We are not so frantically but quite expensively trying to get things together for our unexpected trip to Estonia. Tickets are already a known high cost, and I don’t even get to fly first class! On top of that, we have to get Luka’s passport, and get it quick—which costs double as well as extra time in line for the entire family. All must be present to swear everything is true in the 5 month old baby's application--seriously, we put our right hands in the air and swore Luka is Luka and he is really 29 inches tall.


But the Post Office is a communal home for all people: rich and poor, old and young, clothed and unclothed (see picture if you dare). In front of us in line were Nigerian and Taiwanese and Mexican and Japanese yet all American, each holding their certificate of naturalization. Behind us in line were Gold Digger and Pimp Daddy. Pimp Daddy was getting Gold Digger a passport so he could take her to some far away land. Pimp Daddy, very annoyed, was giving a running commentary about the Nigerian, Taiwanese, Mexican and Japanese lame questions--and probably commenting under his breath about the 3 year old playing with spiderman and the infant babeling incessently.


Fortunately, or unfortunately, even though we were sixth in line to put our application to the postmaster’s test of approval—it went very quickly because those in front of us couldn’t quite read the instructions and each were missing a piece of identification or didn’t know where they were going or when or how they were going to get there—or their own place of employment. Luka is employed by us, so his job: baby. He is going to visit his Ded and Gala, so purpose of travel: concentrated Russian brainwashing (positive, of course). Never been married, check. Height, 29 inches (fortunately 42 inches and under can still apply). City of birth: Portland, Or. The only thing we didn’t know were the last 4 digits of our zip code 97209. No problem, we were at the post office—surely they would know. The post lady said “This is post office 97208. I know only our last 4 digits!” Bam, bam with her stamps—rip, tear and seal the envelope closed. “That will be one check for $62.15 and another for $95.12. Good luck and Good bye” she said—“Give this all to the man over there” (next to naked lady)
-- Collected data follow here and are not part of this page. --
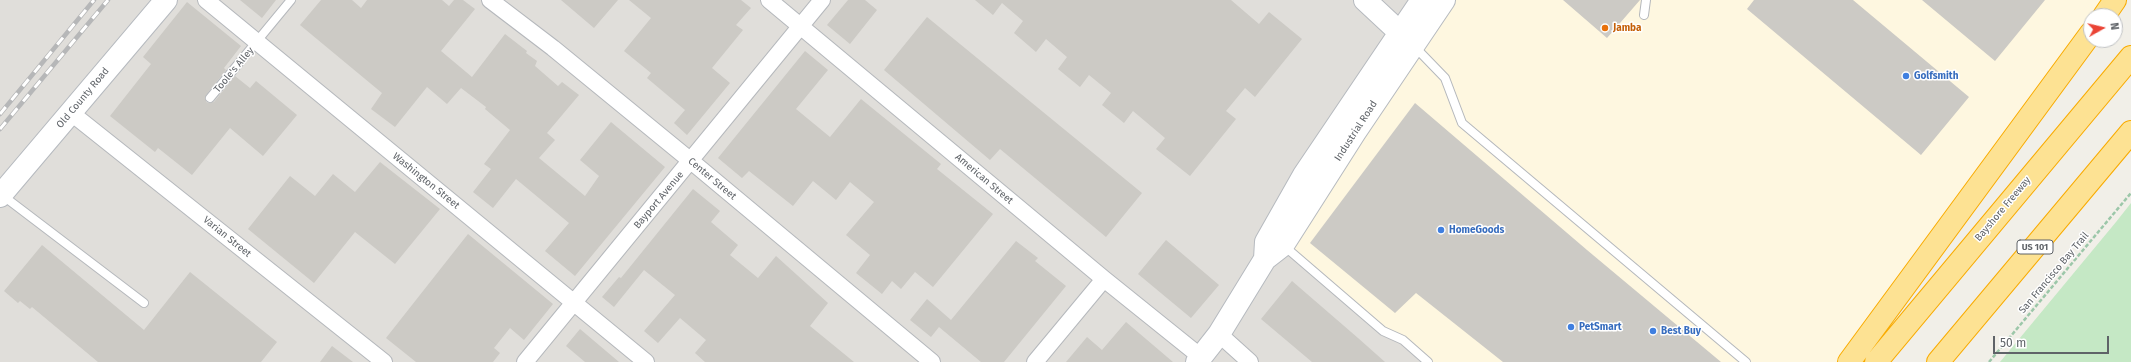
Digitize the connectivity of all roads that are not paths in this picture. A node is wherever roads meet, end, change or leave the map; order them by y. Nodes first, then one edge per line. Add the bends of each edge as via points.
1 (166, 0) edge
2 (206, 0) edge
3 (291, 0) edge
4 (490, 0) edge
5 (769, 0) edge
6 (822, 0) edge
7 (1365, 0) edge
8 (1422, 0) edge
9 (1444, 0) edge
10 (1646, 0) edge
11 (1644, 16) dead end
12 (800, 26) junction
13 (1406, 39) junction
14 (257, 42) junction
15 (2083, 45) edge
16 (2131, 57) edge
17 (210, 98) dead end
18 (70, 112) junction
19 (2131, 132) edge
20 (691, 161) junction
21 (1, 195) edge
22 (1283, 245) junction
23 (1265, 258) junction
24 (1104, 279) junction
25 (144, 303) dead end
26 (573, 303) junction
27 (1219, 334) junction
28 (1199, 359) edge
29 (384, 362) edge
30 (524, 362) edge
31 (646, 362) edge
32 (932, 362) edge
33 (1035, 362) edge
34 (1250, 362) edge
35 (1428, 362) edge
36 (1746, 362) edge
37 (1849, 362) edge
38 (1876, 362) edge
39 (1938, 362) edge

1 - 18 main road, Old County Road
2 - 14 street, Washington Street
3 - 14 lane, Toole's Alley
4 - 20 street, Center Street
5 - 12 street, American Street
6 - 12 street, Bayport Avenue
7 - 13 main road
8 - 13 main road, Industrial Road
9 - 13 main road, Industrial Road
10 - 11 lane
12 - 20 street, Bayport Avenue
12 - 24 street, American Street
13 - 22 main road, Industrial Road via 1355,132
13 - 23 main road, Industrial Road via 1304,175 1266,242
13 - 36 lane via 1446,78 1462,123
14 - 17 lane, Toole's Alley
14 - 26 street, Washington Street
15 - 37 highway
16 - 38 highway, Bayshore Freeway
18 - 21 main road, Old County Road
18 - 29 street, Varian Street
19 - 39 highway, US 101
20 - 26 street, Bayport Avenue
20 - 32 street, Center Street
21 - 25 lane
22 - 23 main road, Industrial Road
22 - 35 lane via 1383,331 1403,340
23 - 27 main road, Industrial Road
24 - 28 street, American Street
24 - 33 street
26 - 30 street, Bayport Avenue
26 - 31 street, Washington Street
27 - 28 main road, Industrial Road
27 - 34 street

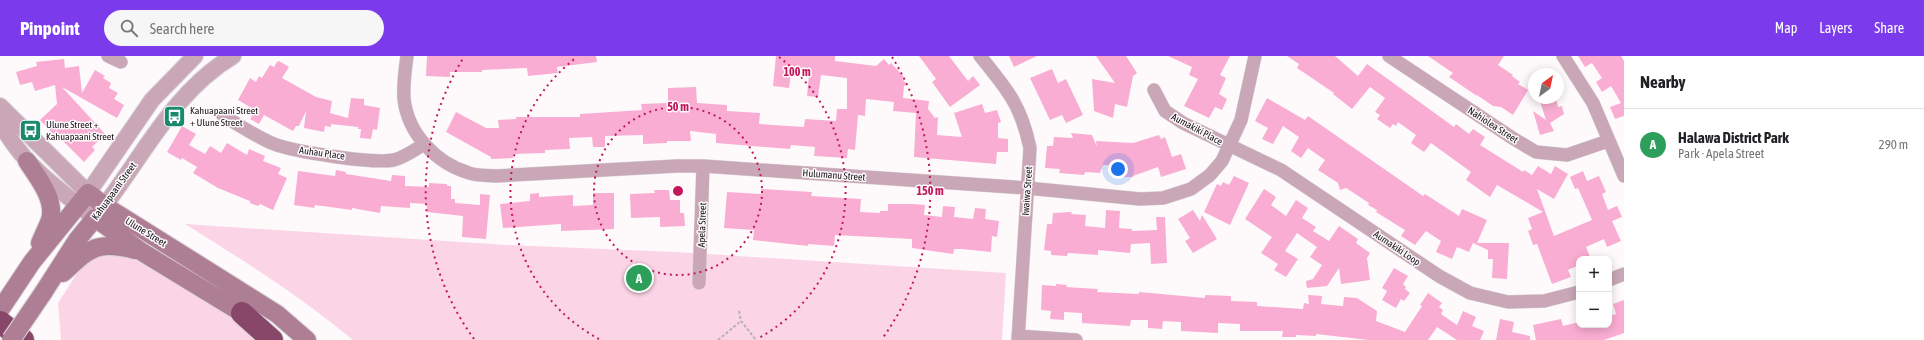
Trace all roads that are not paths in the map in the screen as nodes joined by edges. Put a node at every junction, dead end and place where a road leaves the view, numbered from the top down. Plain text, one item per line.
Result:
1 (108, 56) edge
2 (195, 56) edge
3 (233, 56) edge
4 (407, 56) edge
5 (980, 56) edge
6 (1255, 56) edge
7 (1389, 56) edge
8 (1563, 56) edge
9 (121, 62) dead end
10 (1154, 90) dead end
11 (0, 106) edge
12 (223, 116) dead end
13 (0, 121) edge
14 (1608, 141) junction
15 (424, 144) junction
16 (1229, 145) junction
17 (26, 161) junction
18 (703, 166) junction
19 (1624, 176) edge
20 (1027, 188) junction
21 (83, 199) junction
22 (100, 212) junction
23 (142, 252) junction
24 (32, 262) junction
25 (1624, 274) edge
26 (1612, 279) edge
27 (699, 283) dead end
28 (43, 293) junction
29 (1576, 293) edge
30 (0, 310) edge
31 (242, 313) junction
32 (0, 322) edge
33 (1018, 338) edge
34 (11, 340) edge
35 (23, 340) edge
36 (272, 340) edge
37 (284, 340) edge
38 (307, 340) edge
39 (1076, 340) edge

1 - 9 street
2 - 21 street, Kahuapaani Street
3 - 22 street, Kahuapaani Street
4 - 15 street, Hulumanu Street
5 - 20 street, Iwaiwa Street
6 - 16 street, Hulumanu Street
7 - 14 street, Nahiolea Street
8 - 14 street
10 - 16 street, Aumakiki Place
11 - 21 street, Ulune Street
12 - 15 street, Auhau Place
13 - 17 street, Ulune Street
14 - 19 street
15 - 18 street, Hulumanu Street
16 - 20 street, Hulumanu Street
16 - 29 street, Aumakiki Loop
17 - 21 street, Ulune Street
17 - 24 main road
18 - 20 street, Hulumanu Street
18 - 27 street, Apela Street
20 - 33 street, Iwaiwa Street
21 - 22 main road, Ulune Street
21 - 24 main road, Kahuapaani Street
22 - 23 main road, Ulune Street
22 - 28 main road, Kahuapaani Street
22 - 38 main road, Ulune Street
23 - 28 main road
23 - 31 main road, Ulune Street
24 - 30 main road, Kahuapaani Street
25 - 26 street
28 - 34 main road, Kahuapaani Street, bridge
31 - 36 highway
31 - 37 street, Ulune Street
32 - 35 highway
33 - 39 street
Thankfully this country doesn’t discriminate against race, profession, country of origin or even amount of clothes you wear so all of us left the Post Office successful in our ventures. Hopefully the lack of the 4 last zip code digits won’t leave us in Portland for the summer! They do discriminate against Romka—this was the post office he was banned for life from a couple years ago—a little incident about duct tape and flying boxes, but that is a story for another day.